Actually, I wasn't disagreeing that there might be a common disease. It seemed to me that it almost certainly wasn't a random thing. I just thought the press had gotten ahead of the story, and I still think so. I think there was a rush to judgement. That often happens in the press. In no way am I criticizing the scientists involved in this matter or anyone who writes for this blog. I love Scienceblogs. It is one of the few places I can find legitimate science stories without the distortion and hype I find so often in the general press.

By the way, thanks for the link on CIDP you gave above. I read the whole thing. I once knew someone very well who died from MS, and I found the similarities to CIDP very striking. Scary stuff indeed.

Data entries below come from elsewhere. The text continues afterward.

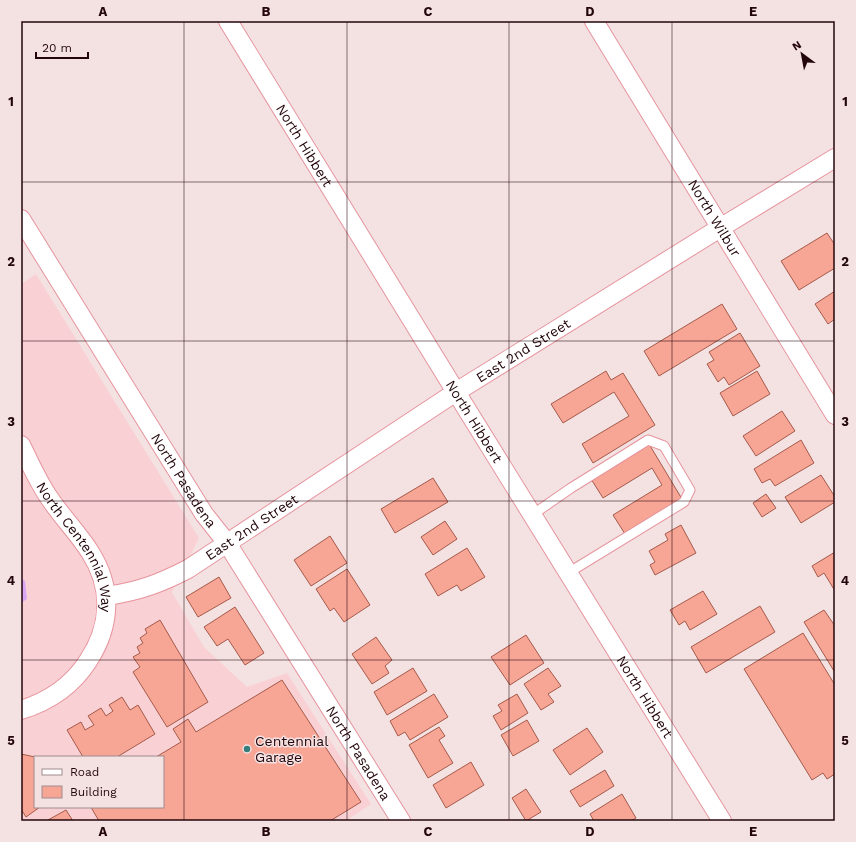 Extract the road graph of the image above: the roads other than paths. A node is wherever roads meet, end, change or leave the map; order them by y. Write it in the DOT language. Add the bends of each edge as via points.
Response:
graph roads {
  1 [pos="228,21"];
  2 [pos="594,21"];
  3 [pos="835,158"];
  4 [pos="21,219"];
  5 [pos="720,228"];
  6 [pos="456,392"];
  7 [pos="835,415"];
  8 [pos="21,445"];
  9 [pos="532,515"];
  10 [pos="227,543"];
  11 [pos="568,573"];
  12 [pos="107,596"];
  13 [pos="21,710"];
  14 [pos="401,821"];
  15 [pos="722,821"];
  1 -- 6 [label="street, North Hibbert"];
  2 -- 5 [label="street, North Wilbur"];
  3 -- 5 [label="street, East 2nd Street"];
  4 -- 10 [label="street, North Pasadena" via="204,514"];
  5 -- 6 [label="street, East 2nd Street"];
  5 -- 7 [label="street, North Wilbur"];
  6 -- 9 [label="street, North Hibbert"];
  6 -- 10 [label="street, East 2nd Street"];
  8 -- 12 [label="street, North Centennial Way" via="50,499 91,553 101,574"];
  9 -- 11 [label="street, North Hibbert"];
  9 -- 11 [label="lane" via="648,440 664,446 690,490 684,502"];
  10 -- 12 [label="street, East 2nd Street" via="162,583"];
  10 -- 14 [label="street, North Pasadena"];
  11 -- 15 [label="street, North Hibbert"];
  12 -- 13 [label="street, North Centennial Way" via="102,632 95,651 82,671 65,688"];
}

This is another reason to stop illegal immigration. CIDP has no directly known cause, but its reasonable to assume that disease could play a large part in it. One guy carries a disease into the plant and gives it to someone else and then sets the stage for 11 people. Could it be atomized pig/horse/cow brains and blood in the atmosphere giving people something that facillitates the disease? Sure, but slaughterhouses are full of illegals of all sorts of nations now. It doesnt take a crystal ball to figure out that first something should be done at the head of the table, second to do something in the front office.

The one way to ensure that wages stay high in the US and that people who "wouldnt do the job" will is to make it worth their while. Unions helped in this but then they went overboard and started working for themselves as a collective bargaining corporation rather than a collective barganing agent for their people.

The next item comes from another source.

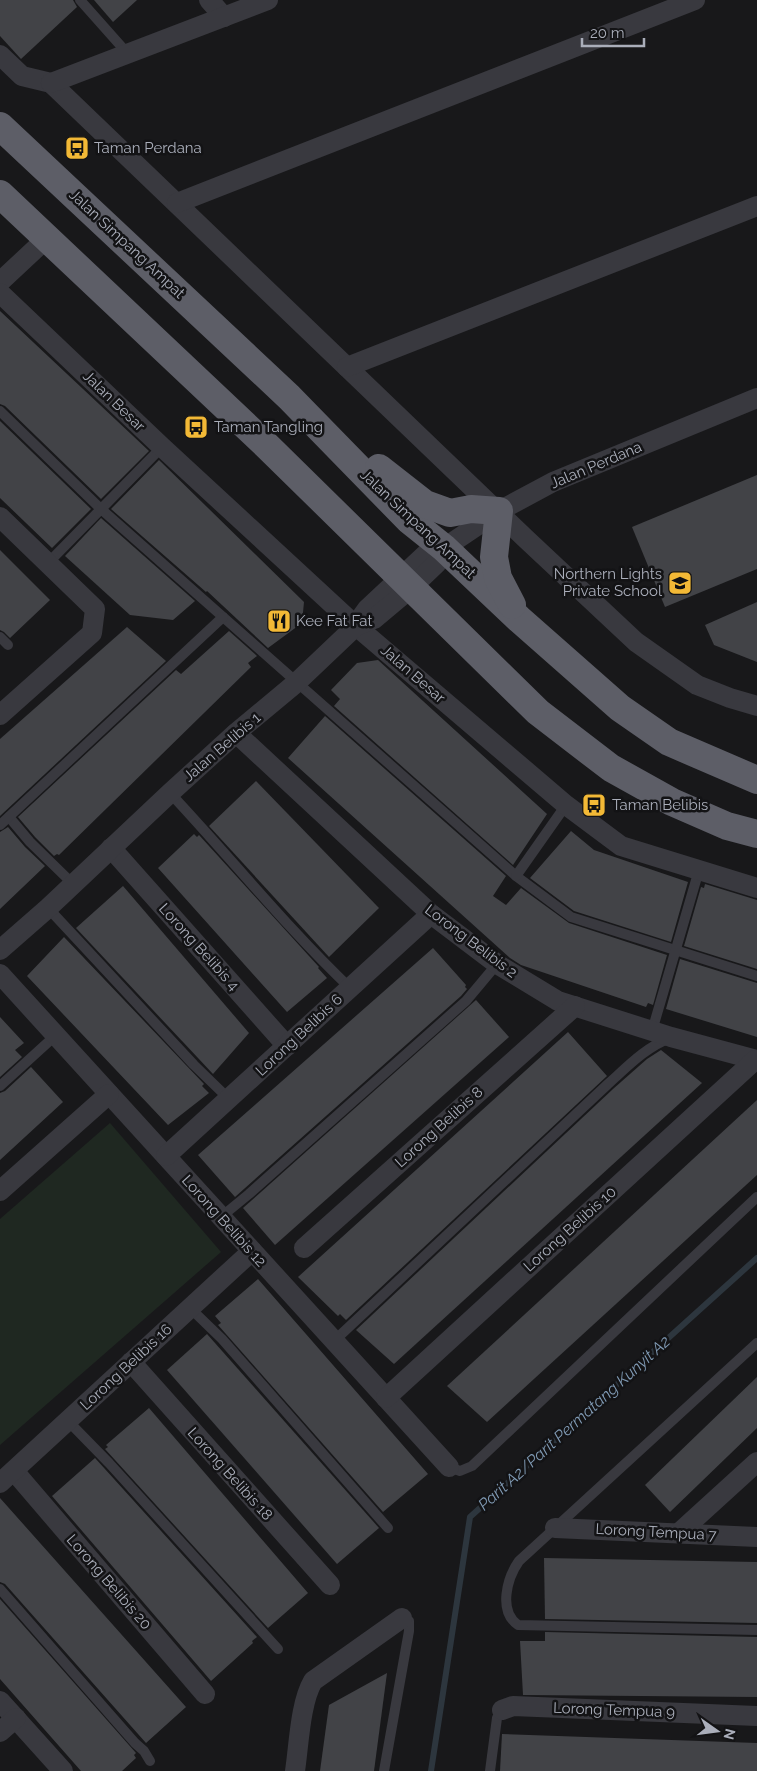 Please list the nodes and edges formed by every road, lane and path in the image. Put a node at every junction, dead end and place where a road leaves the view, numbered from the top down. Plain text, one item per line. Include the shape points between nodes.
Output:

This is a micro examination of a macro problem. People are ill and thats a given. There is nothing thats going to change that except a full blown mindset in the US that starts acting in our national interests rather than that of the rest of the world. That doesnt just mean the Republicans, the Democrats too. We have politically corrected just about every issue in the US and become pretty much laughing stocks in the far east where they would take Revere out and shoot or imprison him for making "false statements". The workers would be hospitalized and later they would die of their ailments having put out the word that they all had AIDS/HIV. Finally, they would require a production increase to make up for the numbers lost from the workers not being there.

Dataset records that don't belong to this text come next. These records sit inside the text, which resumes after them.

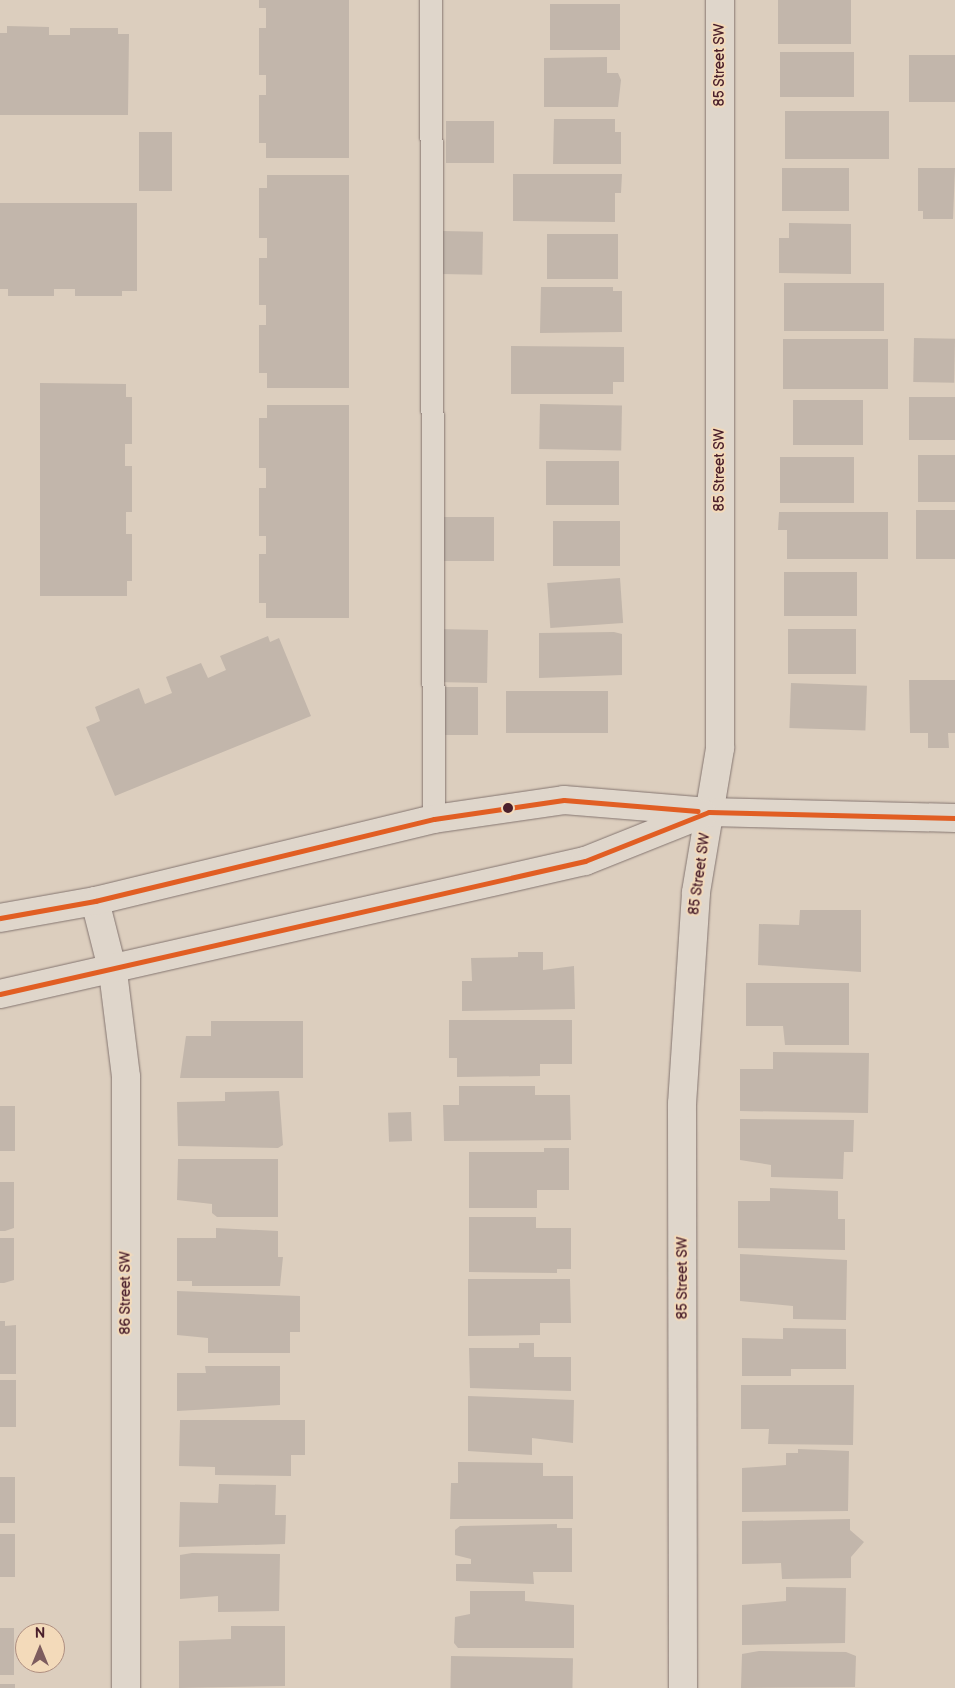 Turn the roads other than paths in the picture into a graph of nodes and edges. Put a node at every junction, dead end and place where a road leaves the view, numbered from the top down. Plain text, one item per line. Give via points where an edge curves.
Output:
1 (431, 0) edge
2 (720, 0) edge
3 (709, 812) junction
4 (955, 818) edge
5 (434, 819) junction
6 (95, 901) junction
7 (0, 918) edge
8 (114, 972) junction
9 (0, 994) edge
10 (126, 1688) edge
11 (683, 1688) edge

1 - 5 lane
2 - 3 street, 85 Street SW via 720,748
3 - 4 street
3 - 5 street via 564,800
3 - 8 street via 585,861 446,890
3 - 11 street, 85 Street SW via 696,892 682,1104
5 - 6 street
6 - 7 street
6 - 8 street, 86 Street SW
8 - 9 street
8 - 10 street, 86 Street SW via 126,1077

No simple answers to this. The only reason they arent taking over the meat processing is that it doesnt stay fresh enough to transport to the US.

By M. Randolph Kruger (not verified) on 14 Dec 2007 #permalink

Revere,

I can't locate this anywhere in the thread, but did they run nerve conduction velocity tests and do nerve biopsies on the patients? Or spinal fluid tests? Just wondering.

This story is very interesting to me, since I have had some type of peripheral neuropathy for the last 10 years. It came on after I had a typical winter bug, no clue what is was but at one point I could barely get to my feet after lying down. 2 weeks later pins and needles, vision problems, weakness, etc. Neurologist could not determine what was going on, so I just lived with it. What seemed to help was exercise and multivitamins, esp weight training. Still have residual effects but they are not too noticable.

CIPD sucks, big time. There really isn't a cure, some get better and some don't.

Probably there is some aspect of porcine CNS tissue that triggers the self-immune response, if they are right in the mechanism. Pretty sure mine was a result of a virus, I had a high fever and wicked-bad soreness during the original infection.

stu: Yes, I think they did nerve conduction, which is how they decided it wasn't CIPD (but I may be wrong; don't know where I read that). They still say it is a demyelinating process, though. And it's pretty surely a cluster of occupational illness.